In the Cloud World, It’s Cheaper to Upgrade
January 16, 2018If you’ve been in technology for a while, you’ve probably had to go through a hardware refresh cycle at some point. These cycles usually meant taking existing hardware, doing some capacity planning exercises and setting out to buy new hardware that is supported by the vendors. This process was usually lengthy and made CIOs break into a cold sweat just thinking about paying for more hardware, that’s probably just meant to keep the lights on. Whenever I first learned of a hardware refresh cycle, my first thoughts were “Boy, this sounds expensive!”
I’m sure that hardware vendors loved to hear about hardware refresh cycles. Sales teams knew they would probably make a new sale and better yet, the customer probably called them up to do it. Very little work on their side,but things are much different now due to so many customers moving to the cloud where the hardware is not the customer’s concern any longer.
Cloud Refresh Cycles
So hardware refresh cycles are dead now, right? I mean, you’re in the cloud now, and no longer need to worry about this kind of nonsense. Well, sorry to burst your bubble here, but they aren’t quite dead just because you’re in the cloud. Now, while capacity planning becomes much easier, and calculating budgets for new hardware is much simpler, you still need to review your infrastructure and make sure you’re up to date, but now for an entirely different reason. Saving Money!!!

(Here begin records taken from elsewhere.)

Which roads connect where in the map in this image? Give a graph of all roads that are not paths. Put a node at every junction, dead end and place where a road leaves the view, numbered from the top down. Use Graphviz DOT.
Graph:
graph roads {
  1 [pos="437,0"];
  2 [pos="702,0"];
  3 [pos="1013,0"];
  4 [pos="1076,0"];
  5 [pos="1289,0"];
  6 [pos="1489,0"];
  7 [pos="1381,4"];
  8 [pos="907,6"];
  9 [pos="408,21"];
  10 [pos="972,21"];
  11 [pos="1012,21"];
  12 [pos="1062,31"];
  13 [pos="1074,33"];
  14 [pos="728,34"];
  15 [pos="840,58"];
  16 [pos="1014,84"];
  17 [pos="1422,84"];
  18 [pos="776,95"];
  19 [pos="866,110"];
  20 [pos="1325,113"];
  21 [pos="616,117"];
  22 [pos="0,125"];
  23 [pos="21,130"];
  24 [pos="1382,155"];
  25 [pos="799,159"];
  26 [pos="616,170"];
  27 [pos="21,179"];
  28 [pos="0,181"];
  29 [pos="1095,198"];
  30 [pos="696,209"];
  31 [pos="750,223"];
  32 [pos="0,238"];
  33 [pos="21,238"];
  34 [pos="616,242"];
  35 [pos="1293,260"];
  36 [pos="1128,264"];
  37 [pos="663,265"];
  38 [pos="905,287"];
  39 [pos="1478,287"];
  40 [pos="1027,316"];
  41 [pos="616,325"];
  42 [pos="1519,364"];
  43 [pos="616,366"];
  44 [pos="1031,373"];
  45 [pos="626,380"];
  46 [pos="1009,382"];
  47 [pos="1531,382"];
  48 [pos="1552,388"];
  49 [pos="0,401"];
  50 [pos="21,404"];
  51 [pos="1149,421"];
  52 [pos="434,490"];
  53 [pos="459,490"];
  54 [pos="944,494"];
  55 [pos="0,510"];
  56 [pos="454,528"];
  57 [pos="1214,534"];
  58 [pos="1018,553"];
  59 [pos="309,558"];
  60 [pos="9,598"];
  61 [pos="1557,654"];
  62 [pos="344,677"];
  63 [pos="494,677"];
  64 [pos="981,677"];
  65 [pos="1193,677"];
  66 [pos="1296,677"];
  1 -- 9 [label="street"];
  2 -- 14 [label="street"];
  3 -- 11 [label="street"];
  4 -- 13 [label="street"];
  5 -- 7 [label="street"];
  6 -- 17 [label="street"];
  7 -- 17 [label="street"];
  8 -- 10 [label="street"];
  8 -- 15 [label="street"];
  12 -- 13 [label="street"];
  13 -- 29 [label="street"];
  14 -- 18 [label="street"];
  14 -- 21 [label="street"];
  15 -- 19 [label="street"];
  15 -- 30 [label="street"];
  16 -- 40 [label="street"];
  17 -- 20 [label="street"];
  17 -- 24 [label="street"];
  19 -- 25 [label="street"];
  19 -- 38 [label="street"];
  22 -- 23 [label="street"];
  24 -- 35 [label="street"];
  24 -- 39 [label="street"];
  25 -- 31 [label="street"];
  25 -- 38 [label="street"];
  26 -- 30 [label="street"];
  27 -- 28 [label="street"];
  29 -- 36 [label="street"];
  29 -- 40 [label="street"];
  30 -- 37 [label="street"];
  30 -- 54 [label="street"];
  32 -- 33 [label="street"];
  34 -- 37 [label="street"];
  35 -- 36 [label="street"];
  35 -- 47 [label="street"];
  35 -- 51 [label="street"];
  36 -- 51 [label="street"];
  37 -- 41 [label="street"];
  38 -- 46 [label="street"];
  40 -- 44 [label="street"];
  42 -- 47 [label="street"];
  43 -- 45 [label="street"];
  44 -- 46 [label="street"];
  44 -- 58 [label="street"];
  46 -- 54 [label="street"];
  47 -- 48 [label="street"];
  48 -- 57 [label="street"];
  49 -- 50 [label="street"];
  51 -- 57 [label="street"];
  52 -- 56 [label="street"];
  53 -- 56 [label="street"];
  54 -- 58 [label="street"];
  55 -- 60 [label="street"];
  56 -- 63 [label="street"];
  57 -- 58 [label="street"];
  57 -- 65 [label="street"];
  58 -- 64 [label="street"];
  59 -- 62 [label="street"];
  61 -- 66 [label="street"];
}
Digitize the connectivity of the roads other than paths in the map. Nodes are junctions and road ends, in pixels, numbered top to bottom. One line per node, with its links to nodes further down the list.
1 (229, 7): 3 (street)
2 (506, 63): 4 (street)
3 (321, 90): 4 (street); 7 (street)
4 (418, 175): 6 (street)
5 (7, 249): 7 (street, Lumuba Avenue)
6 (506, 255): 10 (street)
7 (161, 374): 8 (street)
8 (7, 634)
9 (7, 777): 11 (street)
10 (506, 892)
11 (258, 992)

Oh! I have your attention now huh? I thought so. In the cloud world, upgrades can save you money. Take a look at a few examples here just from the AWS platform.
I used the simple monthly calculator provided by AWS and looked up the price for a Linux instance in US-East-1 for m3.large, m4.large, and m5.large. These are similar sized instances but three different generations of hardware. M3 instances being the oldest of the three and M5 the newest of the three. What you’ll find is that the size of the instances is virtually the same, but the hardware that comprises the instances is faster. That makes pretty good sense, but also notice that the prices of those instances gets cheaper as it gets newer.
Instance Family and Generation | Instance Size | CPU and Memory | CPU Speed | Pricing |
---|---|---|---|---|
M3 | Large | 2 vCPU / 7.5 GB Memory | High frequency Intel Xeon E5-2670 v2 (Ivy Bridge) processors* | 97.36 |
M4 | Large | 2 vCPU / 8 GB Memory | 2.3 GHz Intel Xeon® E5-2686 v4 (Broadwell) processors or 2.4 GHz Intel Xeon® E5-2676 v3 (Haswell) processors | 73.20 |
M5 | Large | 2 vCPU / 8 GB Memory | 2.5 GHz Intel Xeon® Platinum 8175 processors with new Intel Advanced Vector Extension (AXV-512) instruction set | 70.28 |
So let me reiterate that point one more time. If you upgrade from older, slower hardware to the newer faster hardware, you’ll not only be gaining performance, but you’ll be saving money while you do it. Pretty neat huh?
Let’s look at one more example. Here we show the price of S3 standard storage vs S3 Reduced Redundancy storage. Now this isn’t a generation thing, but Amazon isn’t putting a lot of effort into the Reduced Redundancy Storage option and would prefer to spend time on the standard S3 storage that is used for most workloads. Notice here that as time as gone on, Reduced Redundancy Storage is actually more expensive than the standard storage even though it provides 7 Nines less durability than standard.
S3 Storage Type | Durability | Size (GB) | Puts | Gets | Price |
---|---|---|---|---|---|
Standard | 99.999999999% | 1000 | 1000 | 10000 | $22.88 |
Reduced Redundancy | 99.99% | 1000 | 1000 | 10000 | $24.00 |
Action Plan
Now that you know this, it is a good idea to have an action plan and pay attention to new releases that come out in the cloud. Sure you can keep running your workloads without messing with them until the cloud provider discontinues your generation of hardware. But you could take advantage of these new performance enhancements from better hardware while saving money along the way. Set a schedule to review your infrastructure and determine if and when you need to upgrade your own cloud infrastructure. Maybe this is a good time to leverage a partner to help education you on the changes that are constantly happening in the cloud.
How much money are you wasting?
Great article. Do you find the same to be true for other vendors such as Google and Microsoft?
I’m most familiar with AWS, but you should always keep a lookout for the new features.
Cloud vendors might not get rid of older services, but they will likely not drop the prices in order to get you to move to the latest and greatest.